> _ABOUT THIS TASK_
Only text is carried over. Reproduce the entries below exactly.
::::::::::
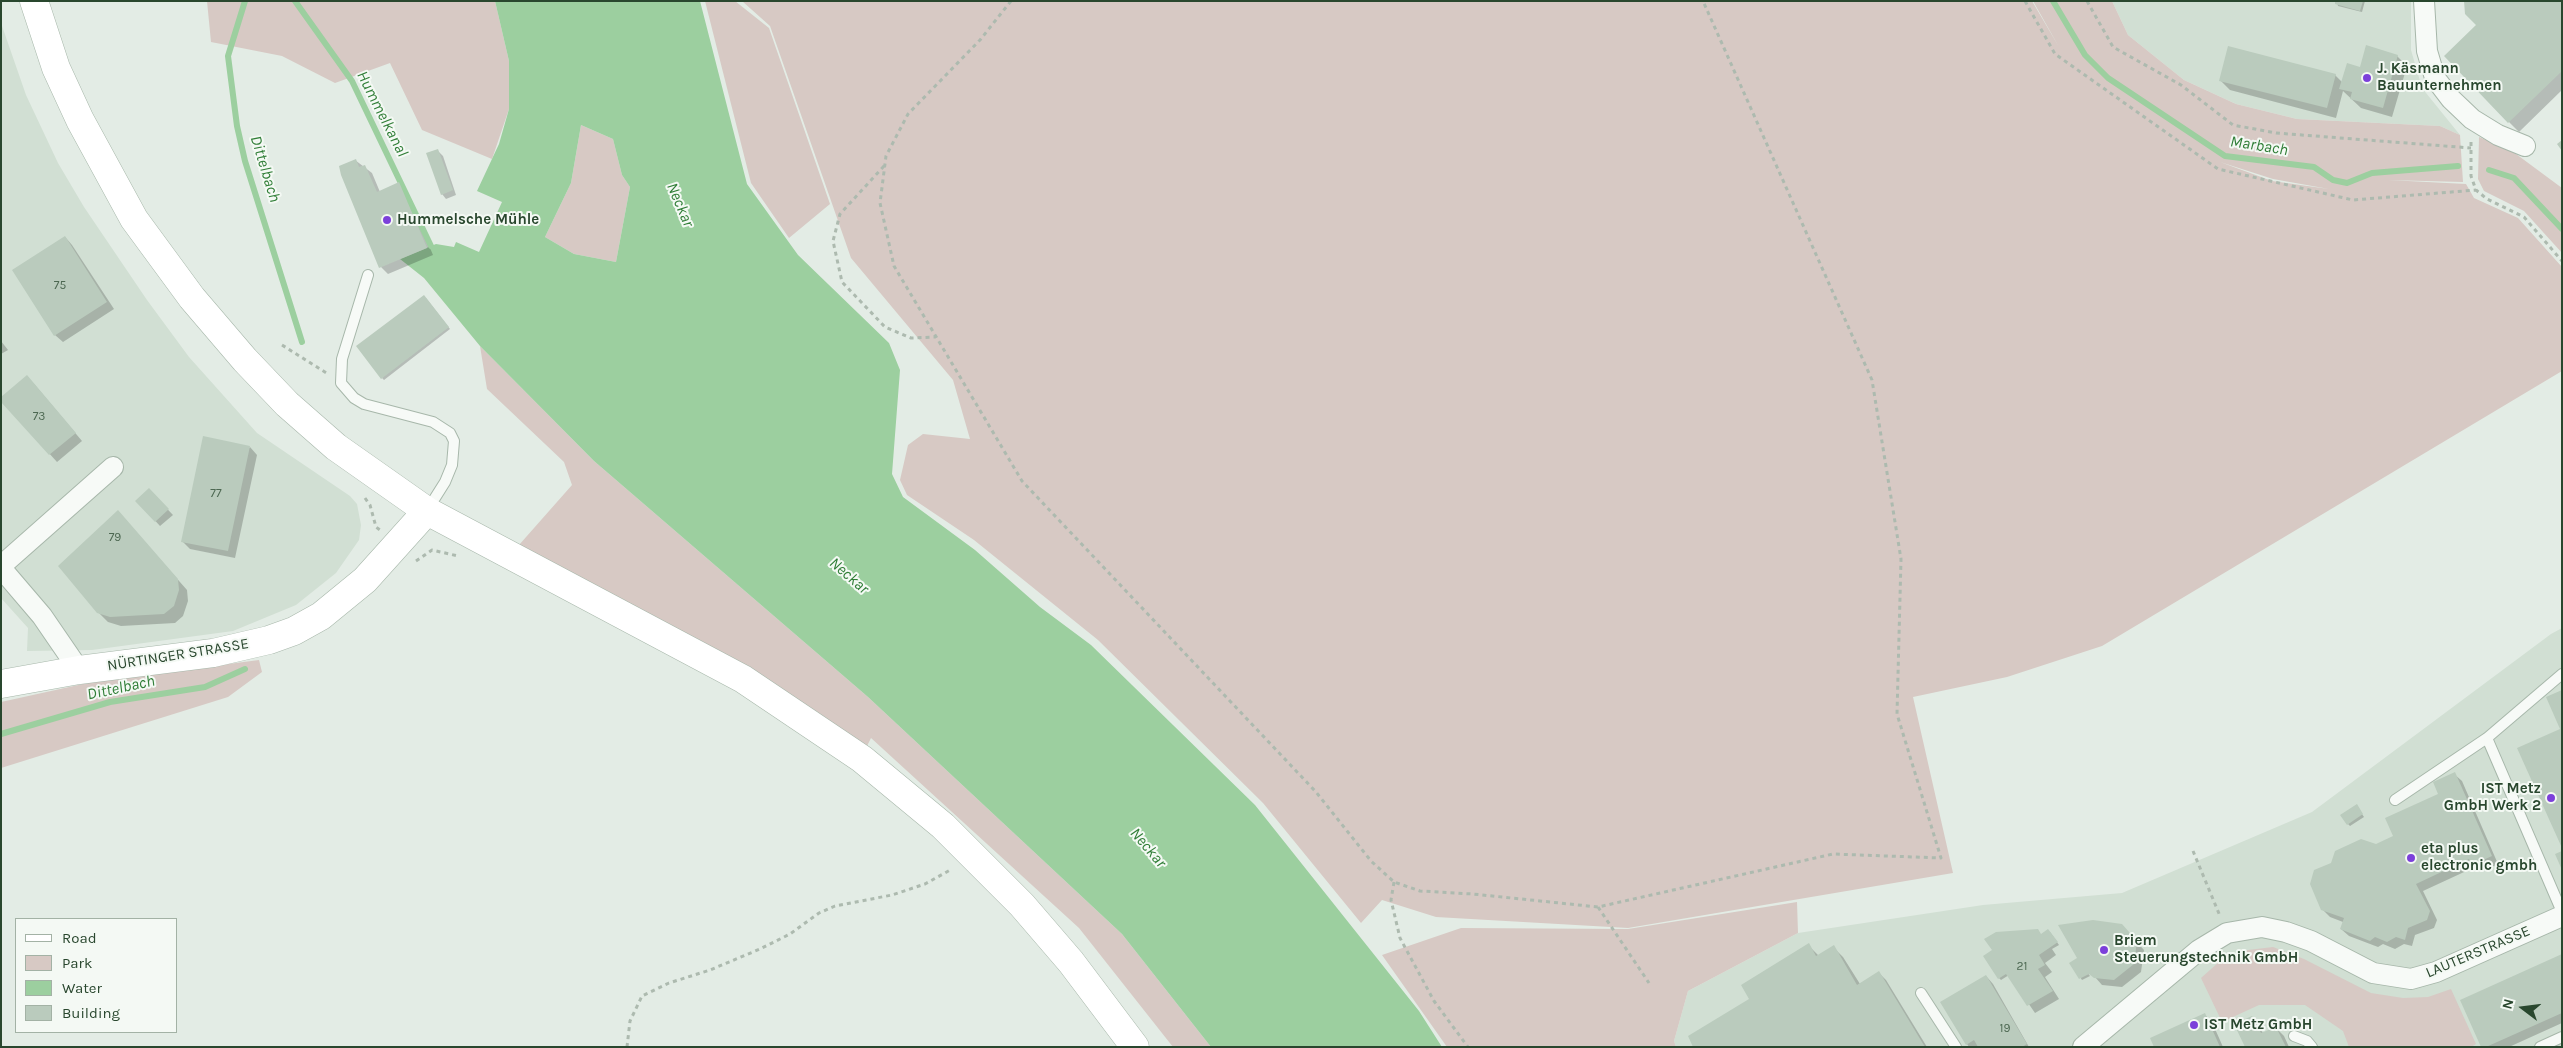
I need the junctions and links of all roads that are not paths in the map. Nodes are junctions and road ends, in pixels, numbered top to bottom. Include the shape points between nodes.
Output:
1 (34, 1) edge
2 (2424, 1) edge
3 (2525, 146) dead end
4 (368, 275) dead end
5 (113, 467) dead end
6 (427, 511) junction
7 (1, 567) edge
8 (79, 670) junction
9 (2562, 674) edge
10 (1, 684) edge
11 (2487, 738) junction
12 (2394, 800) dead end
13 (2562, 912) edge
14 (2562, 916) edge
15 (1921, 993) dead end
16 (2294, 1036) dead end
17 (2562, 1037) edge
18 (1135, 1047) edge
19 (1956, 1047) edge
20 (2082, 1047) edge
21 (2312, 1047) edge
22 (2540, 1047) edge

1 - 6 street via 56,68 91,144 134,219 175,277 239,354 292,409 343,452
2 - 3 street via 2427,51 2435,78 2472,119
4 - 6 lane via 342,359 341,382 354,398 364,404 433,422 450,433 454,442 452,464
5 - 7 street
6 - 8 street, NÜRTINGER STRASSE via 366,580 321,616 294,631 213,653
6 - 18 street via 728,670 862,759 944,826 1022,905 1071,962
7 - 8 street via 42,616
8 - 10 street, NÜRTINGER STRASSE
9 - 11 lane
11 - 12 lane
11 - 13 lane
14 - 20 street, LAUTERSTRASSE via 2436,972 2411,979 2373,973 2311,941 2286,932 2262,927 2227,933 2199,950
15 - 19 lane
16 - 21 lane via 2307,1041
17 - 22 lane

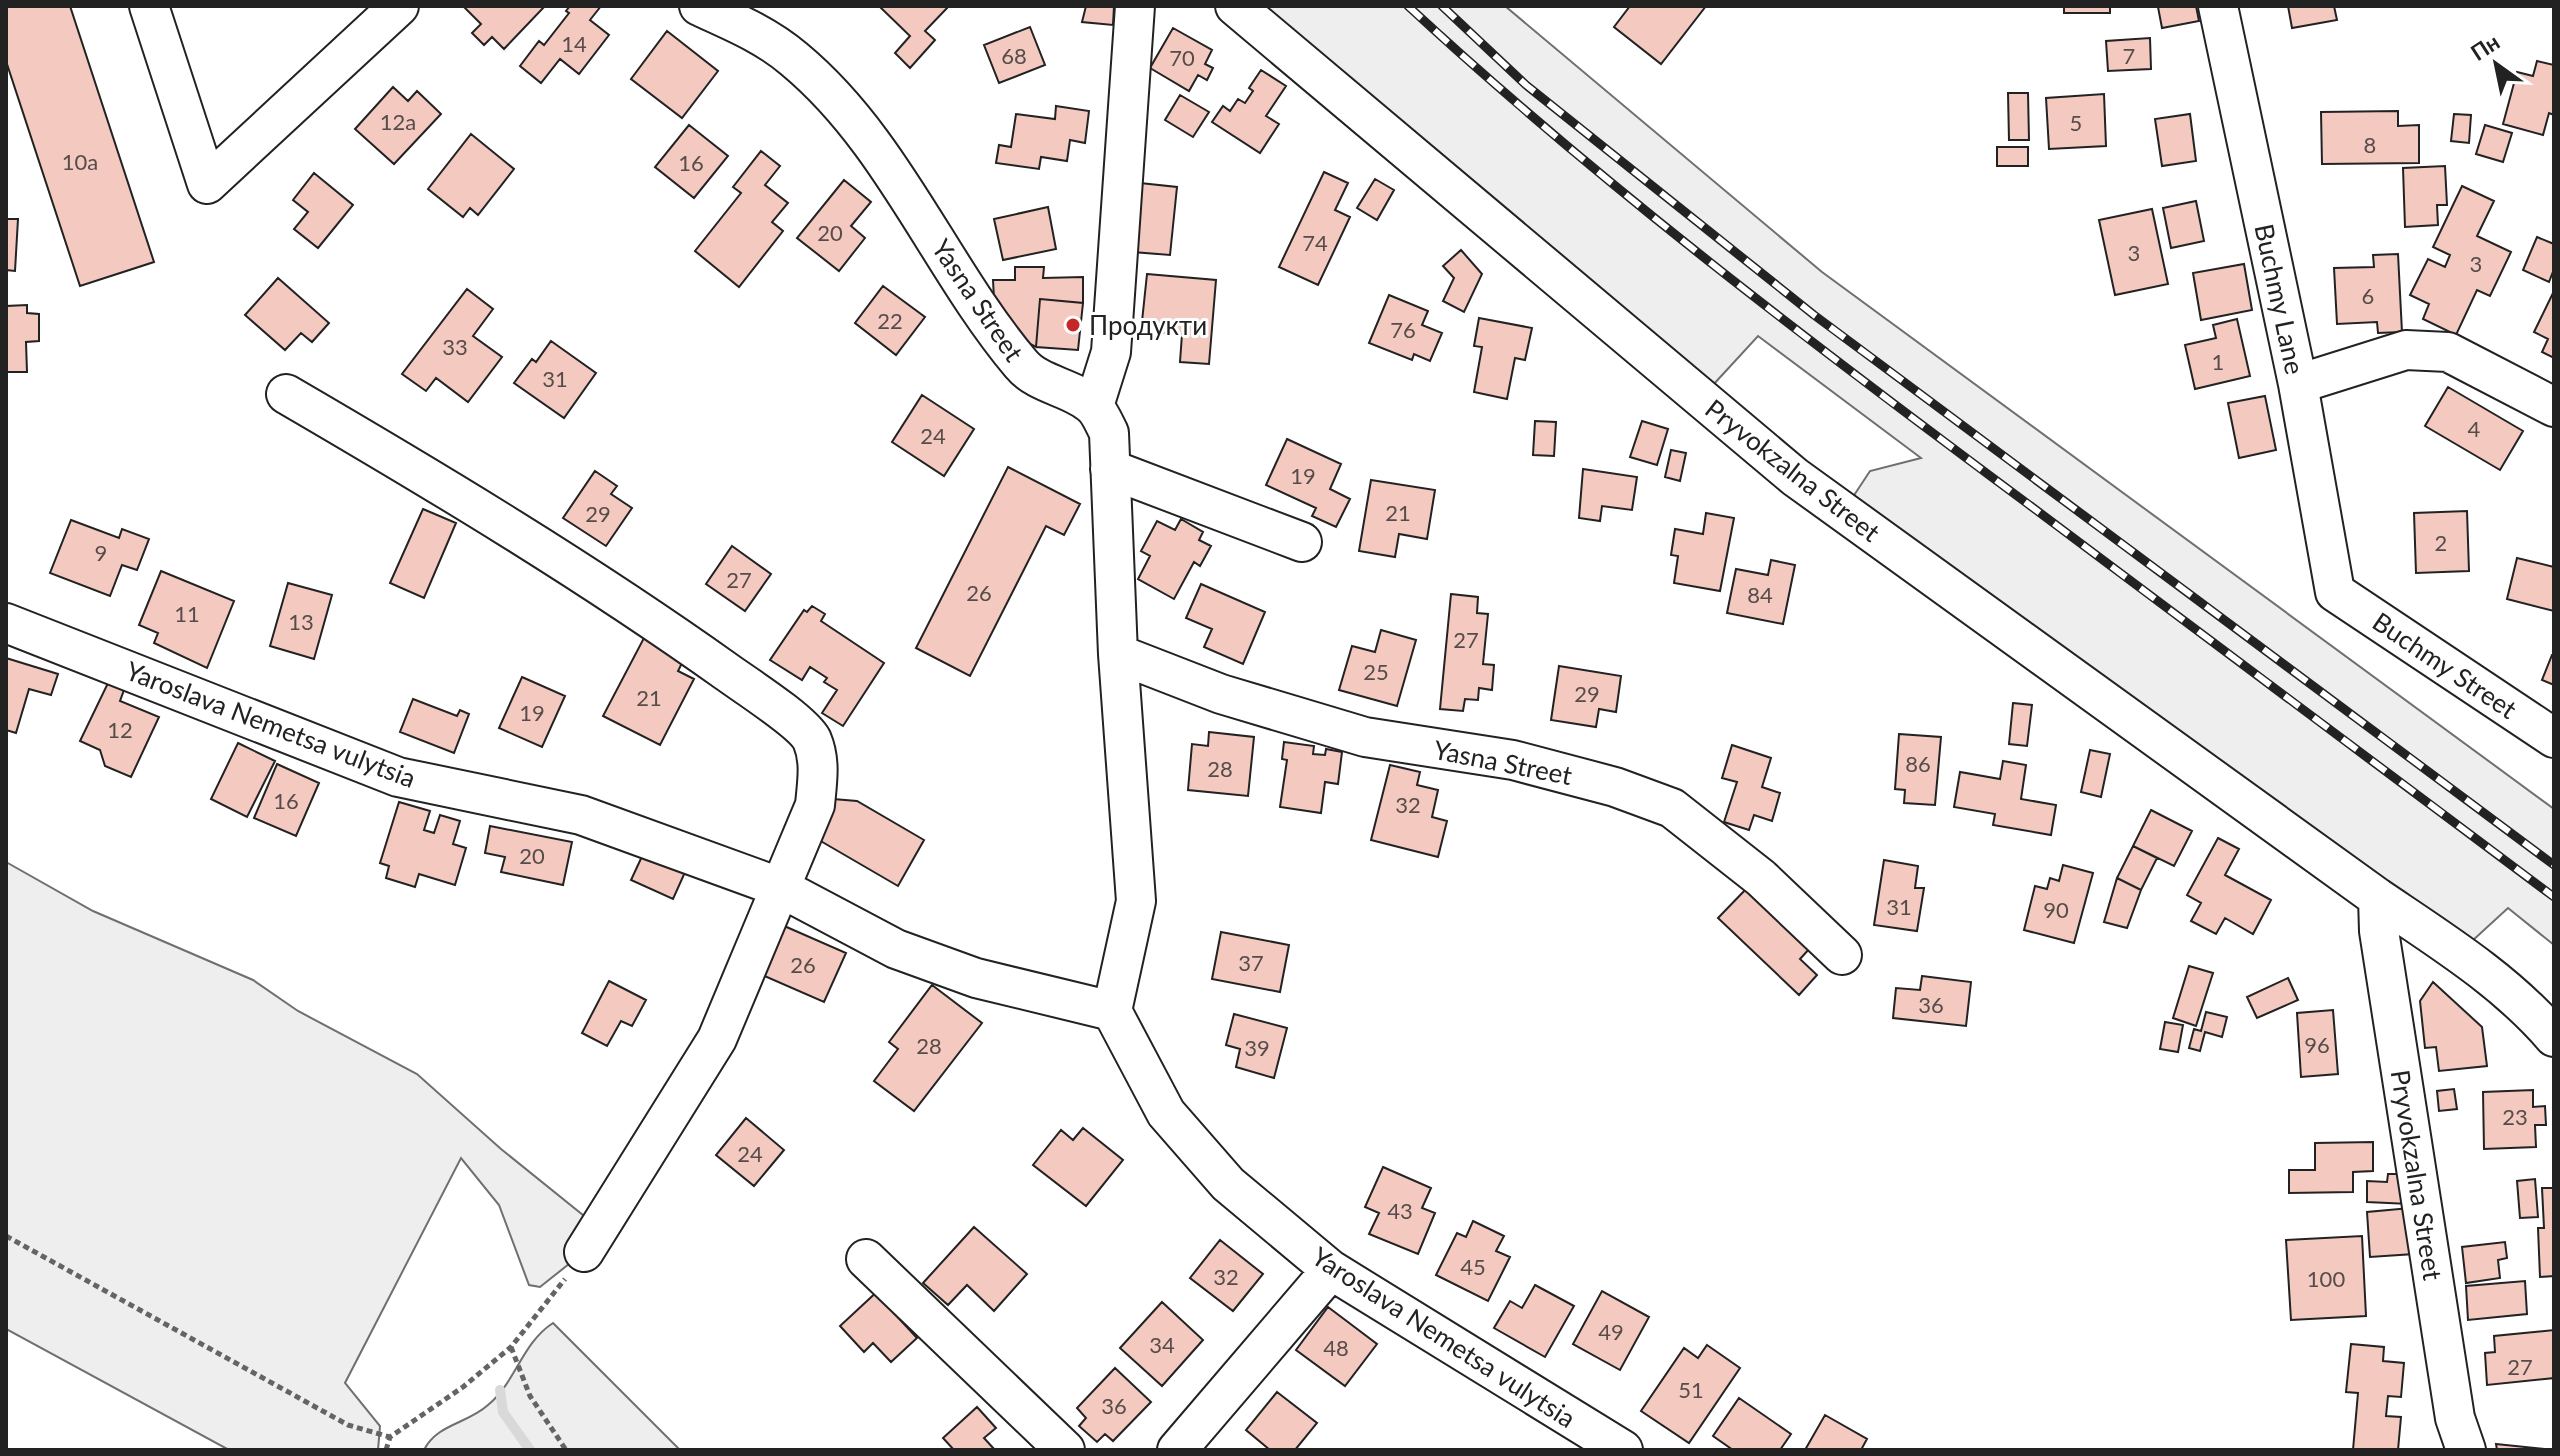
::::::::::
> _SOLUTION_
I need the junctions and links of all roads that are not paths in the map. Nodes are junctions and road ends, in pixels, numbered top to bottom. Include the shape points between nodes.
Output:
1 (34, 1) edge
2 (2424, 1) edge
3 (2525, 146) dead end
4 (368, 275) dead end
5 (113, 467) dead end
6 (427, 511) junction
7 (1, 567) edge
8 (79, 670) junction
9 (2562, 674) edge
10 (1, 684) edge
11 (2487, 738) junction
12 (2394, 800) dead end
13 (2562, 912) edge
14 (2562, 916) edge
15 (1921, 993) dead end
16 (2294, 1036) dead end
17 (2562, 1037) edge
18 (1135, 1047) edge
19 (1956, 1047) edge
20 (2082, 1047) edge
21 (2312, 1047) edge
22 (2540, 1047) edge

1 - 6 street via 56,68 91,144 134,219 175,277 239,354 292,409 343,452
2 - 3 street via 2427,51 2435,78 2472,119
4 - 6 lane via 342,359 341,382 354,398 364,404 433,422 450,433 454,442 452,464
5 - 7 street
6 - 8 street, NÜRTINGER STRASSE via 366,580 321,616 294,631 213,653
6 - 18 street via 728,670 862,759 944,826 1022,905 1071,962
7 - 8 street via 42,616
8 - 10 street, NÜRTINGER STRASSE
9 - 11 lane
11 - 12 lane
11 - 13 lane
14 - 20 street, LAUTERSTRASSE via 2436,972 2411,979 2373,973 2311,941 2286,932 2262,927 2227,933 2199,950
15 - 19 lane
16 - 21 lane via 2307,1041
17 - 22 lane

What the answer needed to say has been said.